Il caso Battisti e la mancata estradizione dopo la condanna all’ergastolo dell’ex terrorista per la partecipazione a quattro omicidi continuano a tenere tesi i rapporti fra Italia e Brasile. Ieri il presidente sudamericano Ignacio Lula da Silva (nella foto) ha risposto a una precedente lettera inviatagli dal capo dello Stato, Giorgio Napolitano, che ieri è uscito nuovamente allo scoperto sostenendo che l’Italia fa bene a valutare il ricorso ad ogni strumento giuridico utile per ottenere l’estradizione dell’ex terrorista. Il Quirinale ha fatto sapere che Napolitano «ha apprezzato l’intendimento del governo» in questo senso.
La lettera di Lula non è stata resa nota dall’ufficio di presidenza brasiliano che invece ha spiegato come eventuali frammenti possano essere comunicati a discrezione del Quirinale. Cosa che è prontamente avvenuta. Il Colle infatti ha spiegato che «il presidente sudamericano ha voluto esprimere la piena considerazione del suo Paese per la magistratura italiana e lo stato di diritto vigente in Italia rinnovando la fiducia nel carattere democratico, umanitario e legittimo del nostro ordinamento giuridico». Lula avrebbe fatto riferimento «alle basi giuridiche, interne e internazionali, della decisione presa dalle competenti autorità brasiliane per il caso Battisti nella sua specificità».

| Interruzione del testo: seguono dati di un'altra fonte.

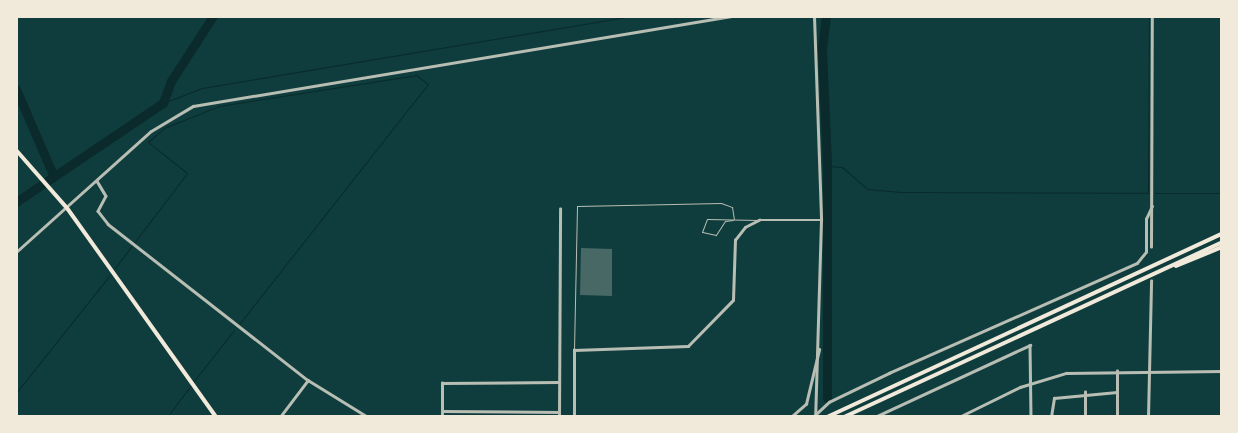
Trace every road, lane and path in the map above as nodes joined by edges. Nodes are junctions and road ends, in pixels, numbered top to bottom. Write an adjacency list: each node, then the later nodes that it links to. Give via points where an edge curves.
1 (732, 16): 5 (street, via 211,101 157,126)
2 (814, 16): 11 (street)
3 (1152, 16): 6 (street)
4 (16, 150): 7 (highway)
5 (97, 181): 7 (street); 24 (street, via 106,196 98,211 103,220)
6 (1152, 206): 14 (street); 32 (street, via 1146,218 1146,252 1137,263 889,373 829,402)
7 (67, 208): 16 (street); 33 (highway)
8 (560, 209): 25 (street)
9 (734, 219): 9 (lane, via 725,221 716,235 702,232 707,219); 10 (lane); 19 (lane, via 732,207 721,203 577,206)
10 (759, 220): 11 (street); 19 (street, via 745,227 735,240 733,300 688,346)
11 (821, 220): 20 (street)
12 (1222, 234): 40 (highway)
13 (1222, 242): 18 (highway)
14 (1151, 247)
15 (1222, 247): 18 (highway)
16 (16, 252)
17 (1151, 281): 22 (street)
18 (1126, 286): 41 (highway)
19 (574, 350): 38 (street)
20 (819, 350): 32 (street); 39 (street, via 806,404)
21 (1117, 371): 22 (street); 26 (street, via 1066,373); 28 (street)
22 (1148, 371): 23 (street); 48 (street)
23 (1222, 371)
24 (308, 380): 34 (street); 35 (street)
25 (560, 382): 29 (street, via 442,382); 30 (street)
26 (1031, 383): 31 (street); 42 (street, via 1030,345); 44 (street)
27 (1085, 392): 28 (street); 45 (street, via 1054,398); 46 (street)
28 (1117, 392): 47 (street)
29 (442, 411): 30 (street); 36 (street)
30 (559, 412): 37 (street)
31 (963, 415): 43 (street)
32 (815, 416)
33 (216, 417)
34 (280, 417)
35 (368, 417)
36 (442, 417)
37 (559, 417)
38 (574, 417)
39 (791, 417)
40 (827, 417)
41 (844, 417)
42 (875, 417)
43 (959, 417)
44 (1031, 417)
45 (1051, 417)
46 (1085, 417)
47 (1117, 417)
48 (1148, 417)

In conclusione il presidente Lula ha rimarcato i valori di reciproca e duratura amicizia che uniscono i due Paesi, riaffermando i legami storici e culturali e la volontà di rafforzare relazioni bilaterali tra Italia e Brasile. A questo punto la parola passa al governo che ha annunciato azioni internazionali per tentare di riportare nelle carceri italiane un uomo «condannato per più omicidi commessi negli anni dell’attacco terroristico alla democrazia italiana».